Task goal - Work out how many lines in the data hold the string "Kyrkogatan". Reply with only that number.

───── Supplied entries

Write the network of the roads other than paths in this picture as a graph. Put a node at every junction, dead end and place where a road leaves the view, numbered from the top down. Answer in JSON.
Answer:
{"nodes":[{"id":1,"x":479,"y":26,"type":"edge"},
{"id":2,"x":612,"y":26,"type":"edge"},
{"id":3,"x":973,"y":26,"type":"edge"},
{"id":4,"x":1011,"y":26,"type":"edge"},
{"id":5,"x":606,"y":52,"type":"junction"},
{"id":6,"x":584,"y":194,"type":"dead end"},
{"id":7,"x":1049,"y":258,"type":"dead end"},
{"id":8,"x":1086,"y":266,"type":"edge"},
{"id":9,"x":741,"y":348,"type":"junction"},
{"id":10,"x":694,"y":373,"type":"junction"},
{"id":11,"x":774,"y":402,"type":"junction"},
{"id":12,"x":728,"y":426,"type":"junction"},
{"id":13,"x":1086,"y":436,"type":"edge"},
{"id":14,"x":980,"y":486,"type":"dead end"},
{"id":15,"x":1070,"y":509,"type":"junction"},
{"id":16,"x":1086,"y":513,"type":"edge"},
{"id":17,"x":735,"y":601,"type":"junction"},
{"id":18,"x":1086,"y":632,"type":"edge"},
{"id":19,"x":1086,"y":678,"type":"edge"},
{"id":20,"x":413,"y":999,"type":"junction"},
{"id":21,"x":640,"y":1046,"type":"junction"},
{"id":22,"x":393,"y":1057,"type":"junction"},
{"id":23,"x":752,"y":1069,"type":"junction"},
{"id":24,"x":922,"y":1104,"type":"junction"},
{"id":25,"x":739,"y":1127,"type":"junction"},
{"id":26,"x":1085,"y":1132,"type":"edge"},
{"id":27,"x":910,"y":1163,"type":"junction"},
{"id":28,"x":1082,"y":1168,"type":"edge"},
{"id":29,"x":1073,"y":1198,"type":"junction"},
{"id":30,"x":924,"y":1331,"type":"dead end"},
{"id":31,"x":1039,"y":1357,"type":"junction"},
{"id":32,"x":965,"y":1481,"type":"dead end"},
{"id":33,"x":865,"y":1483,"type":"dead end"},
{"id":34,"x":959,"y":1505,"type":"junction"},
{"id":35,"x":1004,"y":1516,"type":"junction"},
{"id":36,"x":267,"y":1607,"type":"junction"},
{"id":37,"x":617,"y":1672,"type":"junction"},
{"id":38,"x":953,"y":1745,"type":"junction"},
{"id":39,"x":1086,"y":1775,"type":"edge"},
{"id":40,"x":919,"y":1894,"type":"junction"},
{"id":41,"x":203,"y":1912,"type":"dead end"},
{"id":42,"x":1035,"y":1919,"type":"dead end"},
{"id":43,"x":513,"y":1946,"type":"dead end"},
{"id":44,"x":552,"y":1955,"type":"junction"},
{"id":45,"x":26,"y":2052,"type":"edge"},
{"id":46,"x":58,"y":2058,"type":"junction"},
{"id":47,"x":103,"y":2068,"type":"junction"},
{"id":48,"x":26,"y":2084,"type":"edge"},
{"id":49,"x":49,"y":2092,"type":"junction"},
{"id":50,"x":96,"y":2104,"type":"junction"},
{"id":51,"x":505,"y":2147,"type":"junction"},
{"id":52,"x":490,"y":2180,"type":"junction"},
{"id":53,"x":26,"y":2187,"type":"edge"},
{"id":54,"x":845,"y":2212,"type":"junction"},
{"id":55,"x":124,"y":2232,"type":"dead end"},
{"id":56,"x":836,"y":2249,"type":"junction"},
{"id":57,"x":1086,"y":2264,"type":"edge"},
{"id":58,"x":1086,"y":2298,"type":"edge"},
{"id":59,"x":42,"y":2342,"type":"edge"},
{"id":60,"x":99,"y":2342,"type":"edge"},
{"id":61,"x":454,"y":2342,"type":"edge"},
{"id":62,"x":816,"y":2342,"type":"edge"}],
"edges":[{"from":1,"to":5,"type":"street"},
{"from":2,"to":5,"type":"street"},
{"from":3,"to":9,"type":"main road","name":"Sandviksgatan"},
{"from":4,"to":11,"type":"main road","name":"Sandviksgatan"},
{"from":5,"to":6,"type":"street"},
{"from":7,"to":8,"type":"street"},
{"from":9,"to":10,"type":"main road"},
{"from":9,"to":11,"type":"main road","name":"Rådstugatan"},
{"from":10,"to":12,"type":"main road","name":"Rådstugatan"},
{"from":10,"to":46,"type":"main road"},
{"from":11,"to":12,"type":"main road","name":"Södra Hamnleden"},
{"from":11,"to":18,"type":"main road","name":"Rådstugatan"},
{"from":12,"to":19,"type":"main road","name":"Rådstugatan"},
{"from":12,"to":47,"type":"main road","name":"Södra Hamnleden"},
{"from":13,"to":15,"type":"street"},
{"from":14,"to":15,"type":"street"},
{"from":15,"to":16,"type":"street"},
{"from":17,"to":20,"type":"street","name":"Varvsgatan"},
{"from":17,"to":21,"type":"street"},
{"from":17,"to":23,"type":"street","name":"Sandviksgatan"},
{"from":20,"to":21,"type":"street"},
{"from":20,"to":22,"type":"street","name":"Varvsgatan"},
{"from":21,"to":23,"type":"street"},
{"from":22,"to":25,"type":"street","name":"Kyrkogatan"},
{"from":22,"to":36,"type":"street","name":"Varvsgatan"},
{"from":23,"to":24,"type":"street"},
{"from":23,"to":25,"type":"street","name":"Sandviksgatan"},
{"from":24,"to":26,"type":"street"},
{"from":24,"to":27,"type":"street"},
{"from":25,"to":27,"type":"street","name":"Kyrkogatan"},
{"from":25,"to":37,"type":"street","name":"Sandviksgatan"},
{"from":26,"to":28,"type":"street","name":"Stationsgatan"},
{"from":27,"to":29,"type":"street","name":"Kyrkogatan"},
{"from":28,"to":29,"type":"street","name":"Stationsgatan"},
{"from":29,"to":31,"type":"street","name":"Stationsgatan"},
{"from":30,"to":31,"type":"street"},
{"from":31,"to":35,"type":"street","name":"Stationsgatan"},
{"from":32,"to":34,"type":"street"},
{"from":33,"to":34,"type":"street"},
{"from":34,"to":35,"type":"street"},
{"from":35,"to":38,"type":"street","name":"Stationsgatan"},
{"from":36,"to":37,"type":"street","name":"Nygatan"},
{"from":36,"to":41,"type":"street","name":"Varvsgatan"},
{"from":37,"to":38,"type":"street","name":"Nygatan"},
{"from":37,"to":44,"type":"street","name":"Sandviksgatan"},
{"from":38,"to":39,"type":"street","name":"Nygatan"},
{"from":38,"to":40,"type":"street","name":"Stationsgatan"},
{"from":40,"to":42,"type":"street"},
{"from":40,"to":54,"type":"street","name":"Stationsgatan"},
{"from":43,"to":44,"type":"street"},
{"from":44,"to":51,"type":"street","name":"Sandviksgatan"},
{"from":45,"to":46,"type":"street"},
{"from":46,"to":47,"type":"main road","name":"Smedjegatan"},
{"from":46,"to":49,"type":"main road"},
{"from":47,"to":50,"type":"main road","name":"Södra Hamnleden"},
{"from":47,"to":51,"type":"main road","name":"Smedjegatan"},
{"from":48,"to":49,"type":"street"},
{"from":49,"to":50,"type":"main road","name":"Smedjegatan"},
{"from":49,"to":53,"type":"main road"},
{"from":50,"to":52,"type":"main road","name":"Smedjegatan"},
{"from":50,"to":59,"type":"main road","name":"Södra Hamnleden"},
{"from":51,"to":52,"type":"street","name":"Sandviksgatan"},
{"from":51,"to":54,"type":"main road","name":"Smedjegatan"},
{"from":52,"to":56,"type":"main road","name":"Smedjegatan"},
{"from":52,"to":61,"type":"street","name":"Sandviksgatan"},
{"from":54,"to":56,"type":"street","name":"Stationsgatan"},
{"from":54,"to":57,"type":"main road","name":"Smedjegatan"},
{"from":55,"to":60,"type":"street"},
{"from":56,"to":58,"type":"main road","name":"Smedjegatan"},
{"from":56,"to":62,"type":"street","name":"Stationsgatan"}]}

──────────

Task response - 3